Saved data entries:
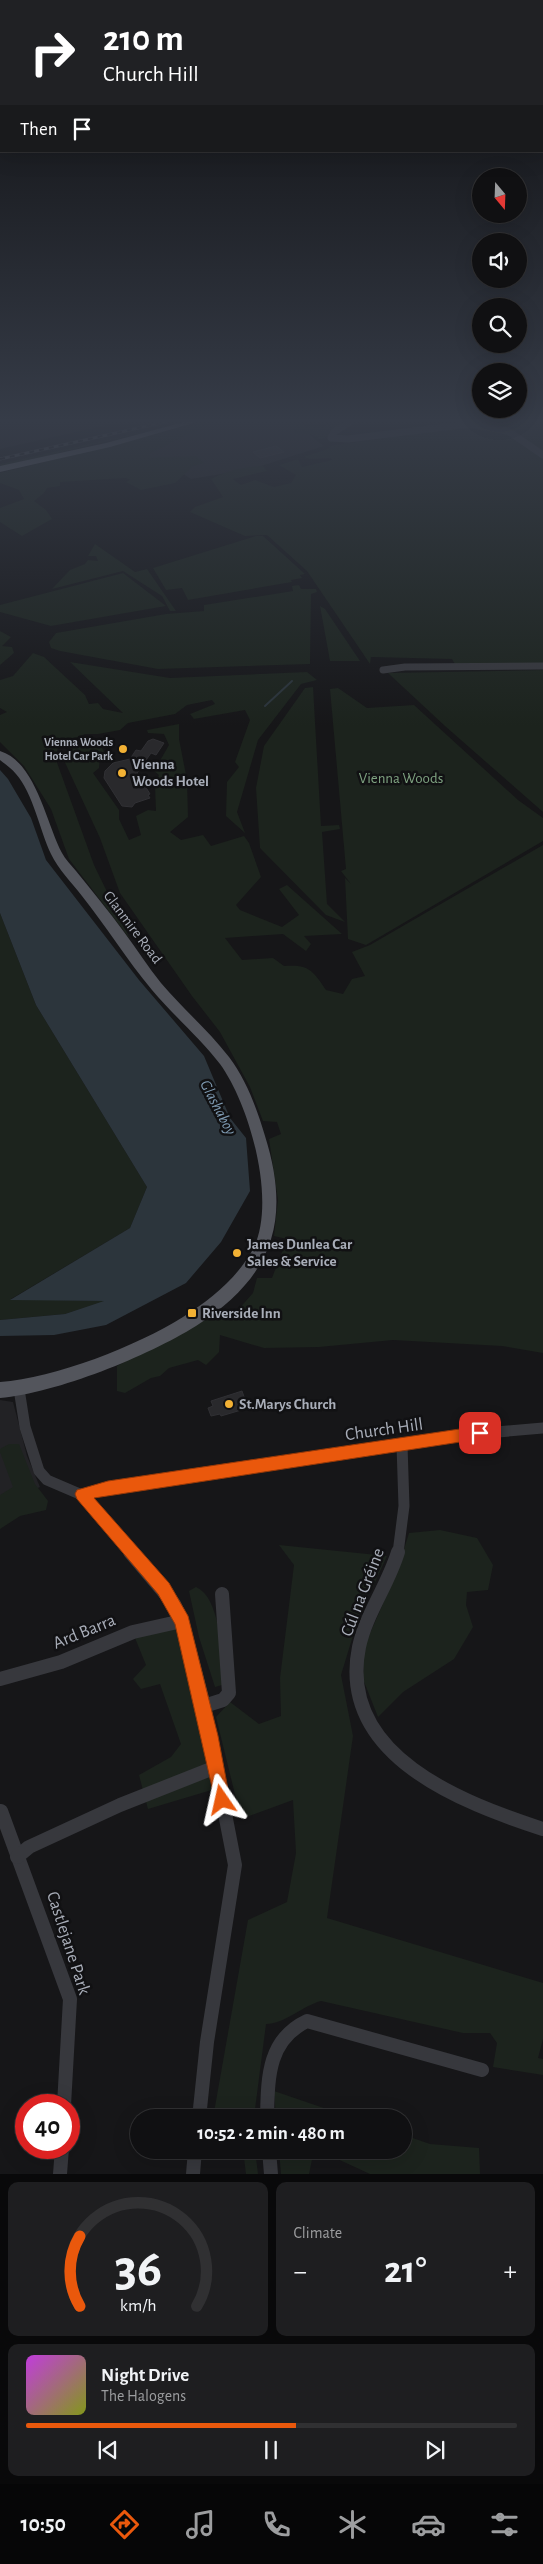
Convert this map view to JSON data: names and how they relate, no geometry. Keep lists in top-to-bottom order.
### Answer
{
  "streets": {
    "main road": ["Glanmire Road"],
    "street": [
      "Church Hill",
      "Cúl na Gréine",
      "Ard Barra",
      "Castlejane Park"
    ]
  },
  "crossings": [
    ["Church Hill", "Cúl na Gréine"]
  ],
  "water": ["Glashaboy"],
  "parks": ["Vienna Woods"],
  "places": {
    "other": [
      "Vienna Woods Hotel Car Park",
      "Vienna Woods Hotel",
      "James Dunlea Car Sales & Service",
      "St.Marys Church"
    ],
    "transit": ["Riverside Inn"]
  },
  "north": "bottom",
  "page": {
    "turn": ["210 m", "Church Hill"],
    "then": "Then",
    "limit": "40",
    "trip": "10:52 · 2 min · 480 m",
    "tile": "Climate",
    "heat": ["−", "21°", "+"],
    "song": ["Night Drive", "The Halogens"],
    "tabs": "10:50",
    "gauge": ["36", "km/h"]
  }
}
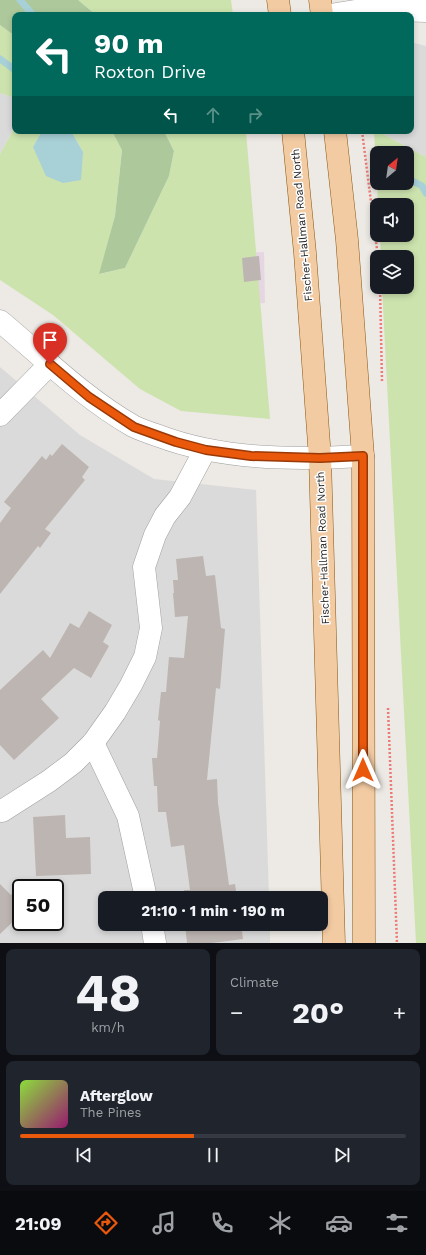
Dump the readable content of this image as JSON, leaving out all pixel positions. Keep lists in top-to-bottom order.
{
  "streets": {
    "main road": ["Fischer-Hallman Road North"]
  },
  "north": "top right",
  "page": {
    "turn": ["90 m", "Roxton Drive"],
    "limit": "50",
    "trip": "21:10 · 1 min · 190 m",
    "tile": [
      ["48", "km/h"],
      "Climate"
    ],
    "heat": ["−", "20°", "+"],
    "song": ["Afterglow", "The Pines"],
    "tabs": "21:09"
  }
}
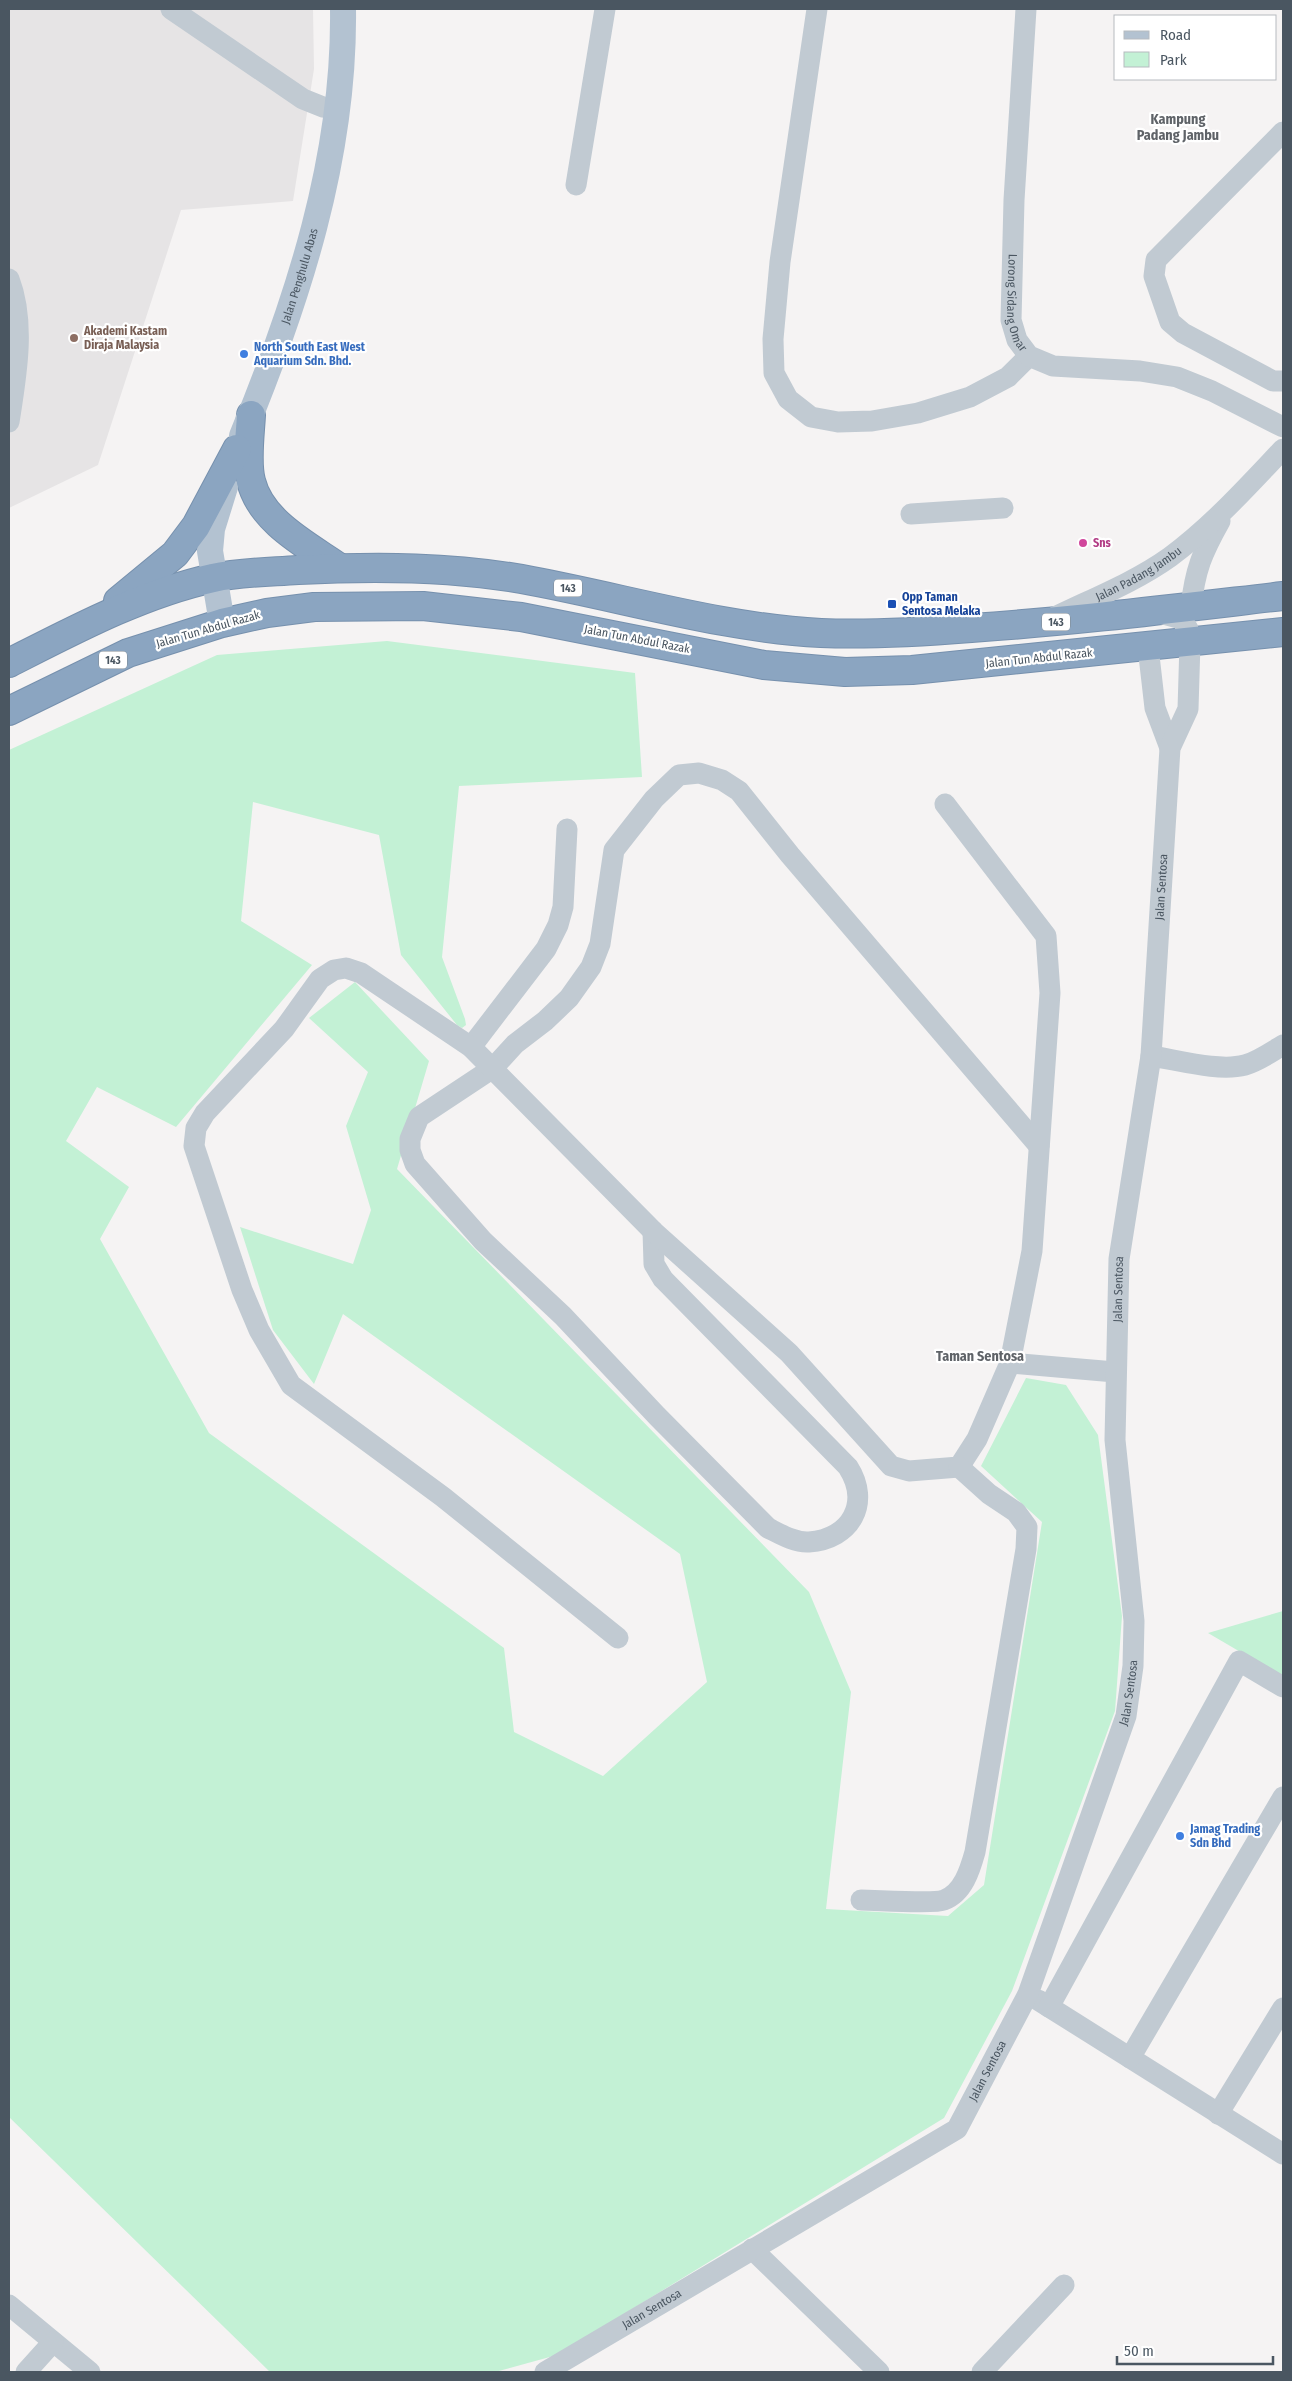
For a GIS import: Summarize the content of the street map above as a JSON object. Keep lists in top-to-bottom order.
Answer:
{
  "streets": {
    "highway": ["143", "Jalan Tun Abdul Razak"],
    "main road": ["Jalan Penghulu Abas"],
    "street": ["Lorong Sidang Omar", "Jalan Padang Jambu", "Jalan Sentosa"]
  },
  "crossings": [
    ["Jalan Penghulu Abas", "143"],
    ["Jalan Penghulu Abas", "Jalan Tun Abdul Razak"],
    ["Jalan Padang Jambu", "143"],
    ["143", "Jalan Sentosa"],
    ["Jalan Tun Abdul Razak", "Jalan Sentosa"]
  ],
  "districts": ["Kampung Padang Jambu", "Taman Sentosa"],
  "places": {
    "other": [
      "Akademi Kastam Diraja Malaysia",
      "North South East West Aquarium Sdn. Bhd.",
      "Sns",
      "Jamag Trading Sdn Bhd"
    ],
    "transit": ["Opp Taman Sentosa Melaka"]
  },
  "legend": ["Road", "Park"],
  "scale_bar": "50 m"
}
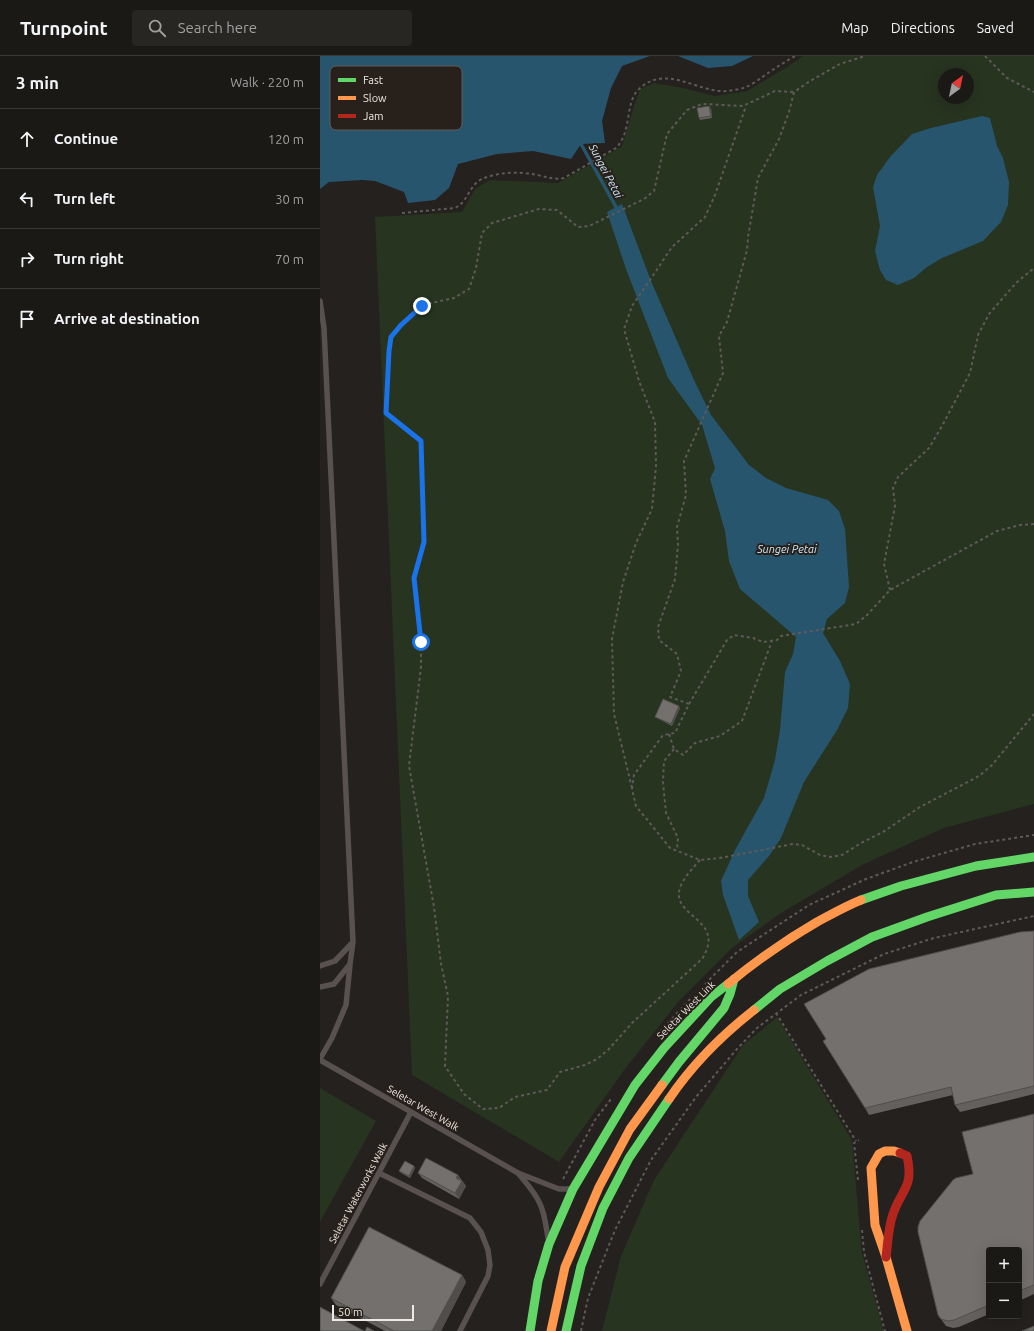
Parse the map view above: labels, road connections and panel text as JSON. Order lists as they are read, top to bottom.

Exercise objective: For every line above, produce an exact transcription that omits the images.

Answer section:
Convert this map view to JSON data: names and how they relate, no geometry. Keep lists in top-to-bottom order.
### Answer
{
  "streets": {
    "main road": ["Glanmire Road"],
    "street": [
      "Church Hill",
      "Cúl na Gréine",
      "Ard Barra",
      "Castlejane Park"
    ]
  },
  "crossings": [
    ["Church Hill", "Cúl na Gréine"]
  ],
  "water": ["Glashaboy"],
  "parks": ["Vienna Woods"],
  "places": {
    "other": [
      "Vienna Woods Hotel Car Park",
      "Vienna Woods Hotel",
      "James Dunlea Car Sales & Service",
      "St.Marys Church"
    ],
    "transit": ["Riverside Inn"]
  },
  "north": "bottom",
  "page": {
    "turn": ["210 m", "Church Hill"],
    "then": "Then",
    "limit": "40",
    "trip": "10:52 · 2 min · 480 m",
    "tile": "Climate",
    "heat": ["−", "21°", "+"],
    "song": ["Night Drive", "The Halogens"],
    "tabs": "10:50",
    "gauge": ["36", "km/h"]
  }
}
Dump the readable content of this image as JSON, leaving out all pixel positions. Keep lists in top-to-bottom order.
{
  "streets": {
    "main road": ["Fischer-Hallman Road North"]
  },
  "north": "top right",
  "page": {
    "turn": ["90 m", "Roxton Drive"],
    "limit": "50",
    "trip": "21:10 · 1 min · 190 m",
    "tile": [
      ["48", "km/h"],
      "Climate"
    ],
    "heat": ["−", "20°", "+"],
    "song": ["Afterglow", "The Pines"],
    "tabs": "21:09"
  }
}
For a GIS import: Summarize the content of the street map above as a JSON object. Keep lists in top-to-bottom order.
Answer:
{
  "streets": {
    "highway": ["143", "Jalan Tun Abdul Razak"],
    "main road": ["Jalan Penghulu Abas"],
    "street": ["Lorong Sidang Omar", "Jalan Padang Jambu", "Jalan Sentosa"]
  },
  "crossings": [
    ["Jalan Penghulu Abas", "143"],
    ["Jalan Penghulu Abas", "Jalan Tun Abdul Razak"],
    ["Jalan Padang Jambu", "143"],
    ["143", "Jalan Sentosa"],
    ["Jalan Tun Abdul Razak", "Jalan Sentosa"]
  ],
  "districts": ["Kampung Padang Jambu", "Taman Sentosa"],
  "places": {
    "other": [
      "Akademi Kastam Diraja Malaysia",
      "North South East West Aquarium Sdn. Bhd.",
      "Sns",
      "Jamag Trading Sdn Bhd"
    ],
    "transit": ["Opp Taman Sentosa Melaka"]
  },
  "legend": ["Road", "Park"],
  "scale_bar": "50 m"
}
Parse the map view above: labels, road connections and panel text as JSON. Order lists as they are read, top to bottom.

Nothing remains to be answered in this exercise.